(Stored data entries)
▽

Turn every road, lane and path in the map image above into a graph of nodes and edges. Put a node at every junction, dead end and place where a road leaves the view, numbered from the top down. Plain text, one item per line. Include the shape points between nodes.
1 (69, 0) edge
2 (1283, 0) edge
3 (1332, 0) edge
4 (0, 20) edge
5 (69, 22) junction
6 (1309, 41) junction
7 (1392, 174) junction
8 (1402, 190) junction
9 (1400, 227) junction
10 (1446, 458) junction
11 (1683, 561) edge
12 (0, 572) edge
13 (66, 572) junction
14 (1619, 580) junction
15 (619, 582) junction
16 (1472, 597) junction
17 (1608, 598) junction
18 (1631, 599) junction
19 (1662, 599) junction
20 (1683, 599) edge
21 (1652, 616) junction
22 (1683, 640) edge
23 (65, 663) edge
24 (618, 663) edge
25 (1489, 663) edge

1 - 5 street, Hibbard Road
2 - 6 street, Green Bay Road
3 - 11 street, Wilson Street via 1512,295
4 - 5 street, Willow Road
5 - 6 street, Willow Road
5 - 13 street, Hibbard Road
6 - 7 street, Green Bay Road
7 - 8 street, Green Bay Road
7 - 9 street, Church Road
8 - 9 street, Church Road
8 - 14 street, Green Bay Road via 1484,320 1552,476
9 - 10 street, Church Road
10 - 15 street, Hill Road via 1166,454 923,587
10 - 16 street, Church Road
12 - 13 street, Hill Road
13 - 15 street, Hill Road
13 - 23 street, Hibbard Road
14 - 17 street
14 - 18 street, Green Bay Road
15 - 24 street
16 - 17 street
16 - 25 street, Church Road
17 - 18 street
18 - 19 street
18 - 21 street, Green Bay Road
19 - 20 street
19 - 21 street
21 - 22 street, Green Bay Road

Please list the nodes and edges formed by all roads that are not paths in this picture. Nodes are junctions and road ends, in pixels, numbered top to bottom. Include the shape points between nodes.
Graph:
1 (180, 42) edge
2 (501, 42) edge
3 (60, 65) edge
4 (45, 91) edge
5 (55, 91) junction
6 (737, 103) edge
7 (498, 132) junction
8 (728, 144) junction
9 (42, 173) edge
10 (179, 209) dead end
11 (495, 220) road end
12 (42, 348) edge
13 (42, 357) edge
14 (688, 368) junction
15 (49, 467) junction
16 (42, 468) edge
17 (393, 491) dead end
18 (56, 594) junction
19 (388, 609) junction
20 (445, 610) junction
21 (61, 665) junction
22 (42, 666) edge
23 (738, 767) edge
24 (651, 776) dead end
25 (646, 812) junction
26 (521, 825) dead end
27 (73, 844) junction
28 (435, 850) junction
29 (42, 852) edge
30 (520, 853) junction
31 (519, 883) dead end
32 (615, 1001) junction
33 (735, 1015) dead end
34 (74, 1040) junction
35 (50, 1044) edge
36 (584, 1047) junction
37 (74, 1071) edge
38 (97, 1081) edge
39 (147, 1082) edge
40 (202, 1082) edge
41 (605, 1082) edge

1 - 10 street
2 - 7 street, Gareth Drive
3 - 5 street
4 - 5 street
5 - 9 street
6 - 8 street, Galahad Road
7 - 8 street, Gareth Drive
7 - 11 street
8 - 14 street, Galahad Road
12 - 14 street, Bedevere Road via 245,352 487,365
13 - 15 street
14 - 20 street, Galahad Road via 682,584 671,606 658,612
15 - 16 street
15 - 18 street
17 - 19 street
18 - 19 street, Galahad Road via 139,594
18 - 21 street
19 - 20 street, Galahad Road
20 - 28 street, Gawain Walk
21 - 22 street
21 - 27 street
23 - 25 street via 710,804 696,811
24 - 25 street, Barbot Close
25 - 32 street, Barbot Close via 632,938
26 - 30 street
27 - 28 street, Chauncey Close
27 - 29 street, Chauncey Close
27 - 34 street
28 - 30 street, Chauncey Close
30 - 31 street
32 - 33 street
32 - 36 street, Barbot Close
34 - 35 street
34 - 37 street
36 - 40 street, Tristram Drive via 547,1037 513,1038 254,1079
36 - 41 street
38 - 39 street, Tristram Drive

△

= Activity =
Could you filter the entries above for lines holding the string "Barbot" and copy them?

= Written reply =
24 - 25 street, Barbot Close
25 - 32 street, Barbot Close via 632,938
32 - 36 street, Barbot Close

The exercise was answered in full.